• Task directions
What you print should match the entries exactly, only without the pictures.

::: Excerpted records

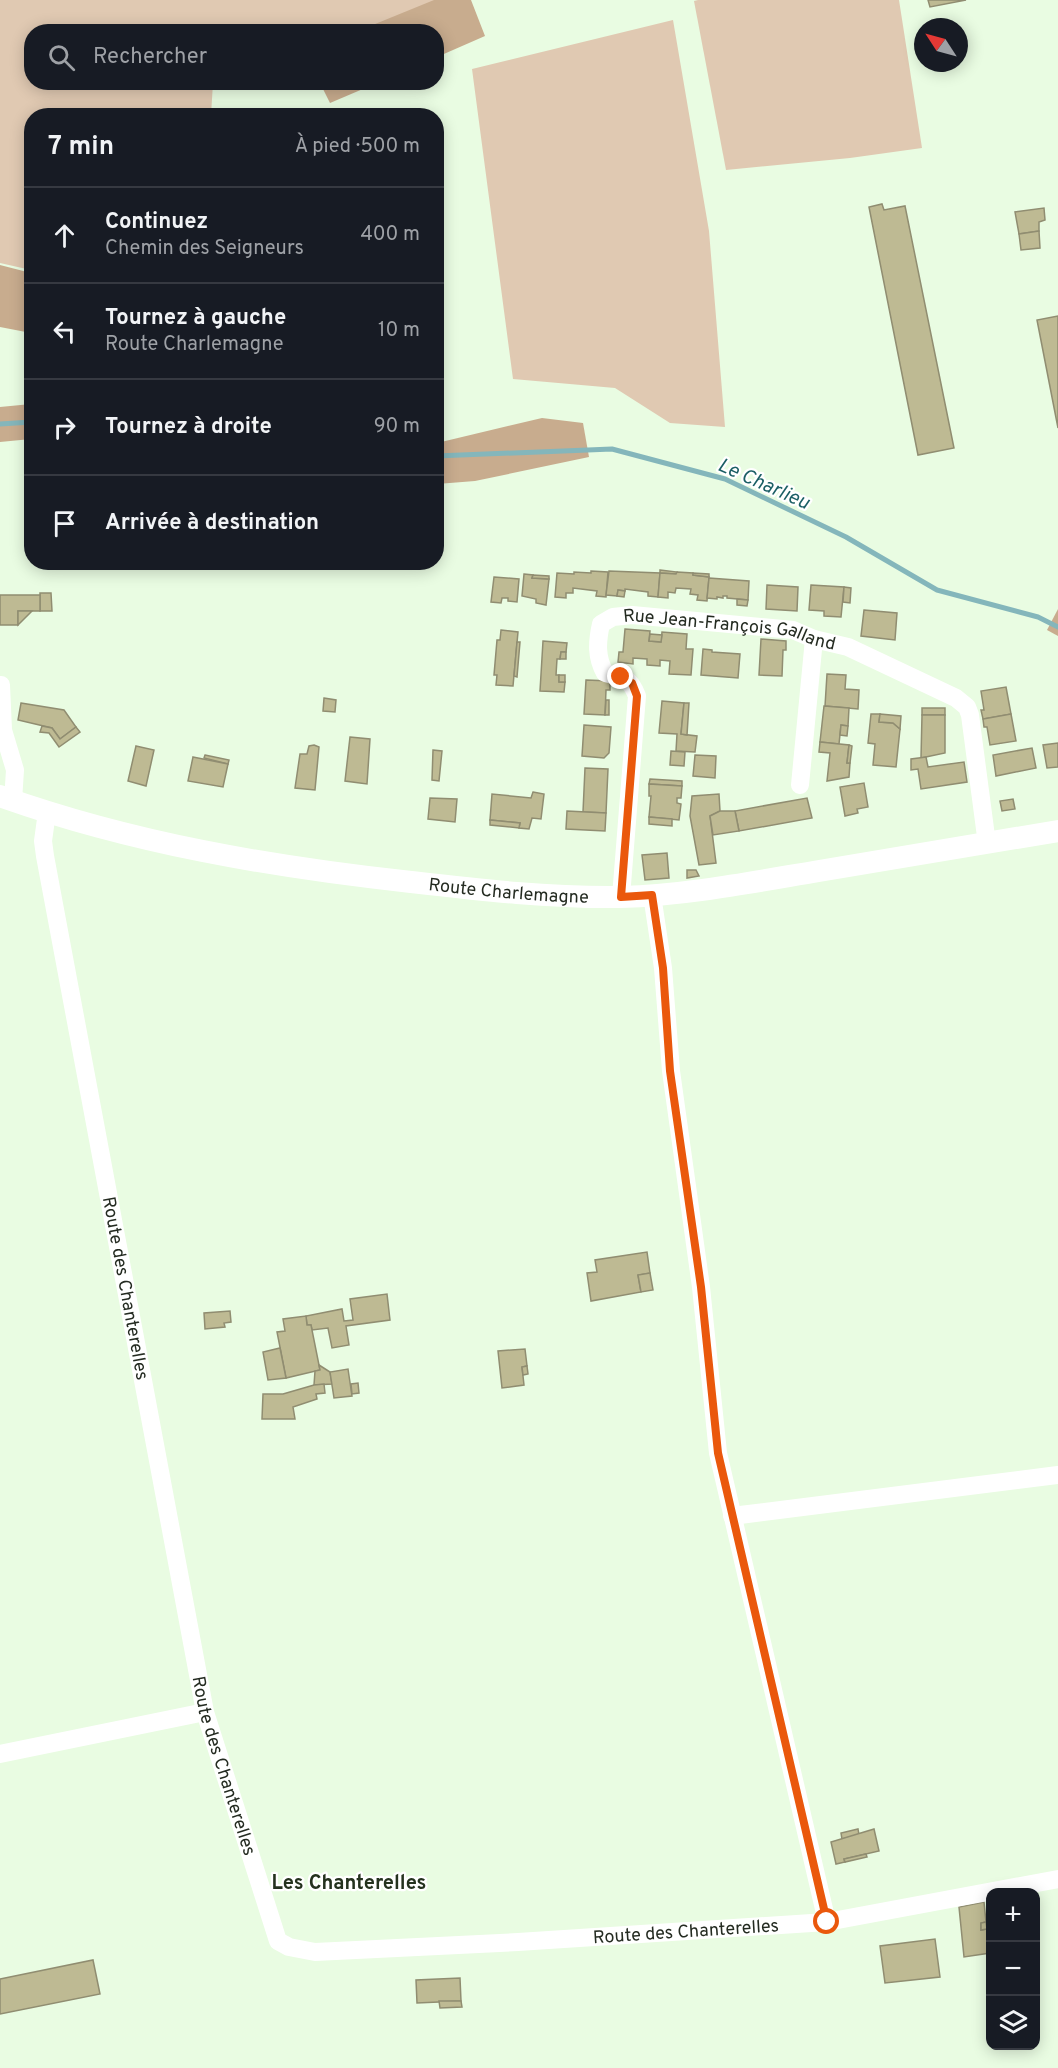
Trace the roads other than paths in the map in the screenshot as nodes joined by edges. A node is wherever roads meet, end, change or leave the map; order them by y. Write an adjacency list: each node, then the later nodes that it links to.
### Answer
1 (814, 639): 3 (street); 7 (street, Rue Jean-François Galland); 9 (street, Rue Jean-François Galland)
2 (1, 685): 4 (street)
3 (800, 785)
4 (6, 798): 5 (main road, Route Charlemagne)
5 (47, 812): 9 (main road, Route Charlemagne); 12 (street, Route des Chanterelles)
6 (1058, 831): 7 (main road, Route Charlemagne)
7 (987, 844): 8 (main road, Route Charlemagne)
8 (652, 895): 9 (main road, Route Charlemagne); 11 (street)
9 (621, 897)
10 (1058, 1475): 11 (street)
11 (732, 1516): 15 (street)
12 (206, 1712): 13 (street); 15 (street, Route des Chanterelles)
13 (0, 1754)
14 (1058, 1879): 15 (street, Route des Chanterelles)
15 (827, 1922)

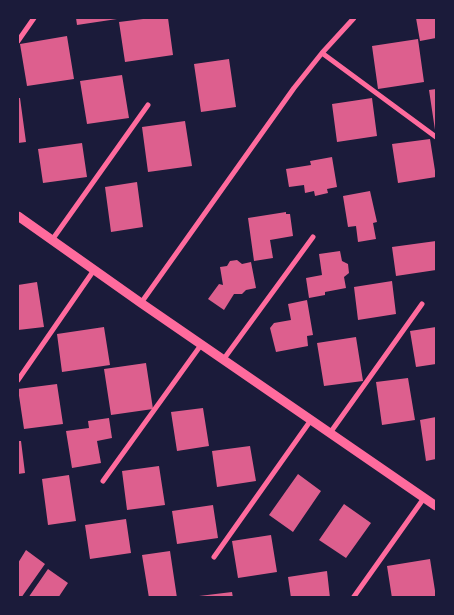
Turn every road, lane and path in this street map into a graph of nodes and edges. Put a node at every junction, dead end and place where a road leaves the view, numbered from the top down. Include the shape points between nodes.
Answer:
1 (34, 18) edge
2 (354, 18) edge
3 (18, 41) edge
4 (322, 53) junction
5 (148, 105) dead end
6 (436, 137) edge
7 (18, 216) edge
8 (314, 237) dead end
9 (52, 240) junction
10 (94, 270) junction
11 (141, 303) junction
12 (422, 304) dead end
13 (202, 345) junction
14 (223, 360) junction
15 (18, 380) edge
16 (311, 420) junction
17 (330, 433) junction
18 (103, 481) dead end
19 (424, 498) junction
20 (436, 506) edge
21 (214, 558) dead end
22 (353, 598) edge

1 - 3 street
2 - 4 street
4 - 6 street
4 - 11 street
5 - 9 street
7 - 9 street
8 - 14 street
9 - 10 street
10 - 11 street
10 - 15 street
11 - 13 street
12 - 17 street
13 - 14 street
13 - 18 street
14 - 16 street
16 - 17 street
16 - 21 street
17 - 19 street
19 - 20 street
19 - 22 street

::::::

• Task answer
Trace the roads other than paths in the map in the screenshot as nodes joined by edges. A node is wherever roads meet, end, change or leave the map; order them by y. Write an adjacency list: each node, then the later nodes that it links to.
### Answer
1 (814, 639): 3 (street); 7 (street, Rue Jean-François Galland); 9 (street, Rue Jean-François Galland)
2 (1, 685): 4 (street)
3 (800, 785)
4 (6, 798): 5 (main road, Route Charlemagne)
5 (47, 812): 9 (main road, Route Charlemagne); 12 (street, Route des Chanterelles)
6 (1058, 831): 7 (main road, Route Charlemagne)
7 (987, 844): 8 (main road, Route Charlemagne)
8 (652, 895): 9 (main road, Route Charlemagne); 11 (street)
9 (621, 897)
10 (1058, 1475): 11 (street)
11 (732, 1516): 15 (street)
12 (206, 1712): 13 (street); 15 (street, Route des Chanterelles)
13 (0, 1754)
14 (1058, 1879): 15 (street, Route des Chanterelles)
15 (827, 1922)

Turn every road, lane and path in this street map into a graph of nodes and edges. Put a node at every junction, dead end and place where a road leaves the view, numbered from the top down. Include the shape points between nodes.
Answer:
1 (34, 18) edge
2 (354, 18) edge
3 (18, 41) edge
4 (322, 53) junction
5 (148, 105) dead end
6 (436, 137) edge
7 (18, 216) edge
8 (314, 237) dead end
9 (52, 240) junction
10 (94, 270) junction
11 (141, 303) junction
12 (422, 304) dead end
13 (202, 345) junction
14 (223, 360) junction
15 (18, 380) edge
16 (311, 420) junction
17 (330, 433) junction
18 (103, 481) dead end
19 (424, 498) junction
20 (436, 506) edge
21 (214, 558) dead end
22 (353, 598) edge

1 - 3 street
2 - 4 street
4 - 6 street
4 - 11 street
5 - 9 street
7 - 9 street
8 - 14 street
9 - 10 street
10 - 11 street
10 - 15 street
11 - 13 street
12 - 17 street
13 - 14 street
13 - 18 street
14 - 16 street
16 - 17 street
16 - 21 street
17 - 19 street
19 - 20 street
19 - 22 street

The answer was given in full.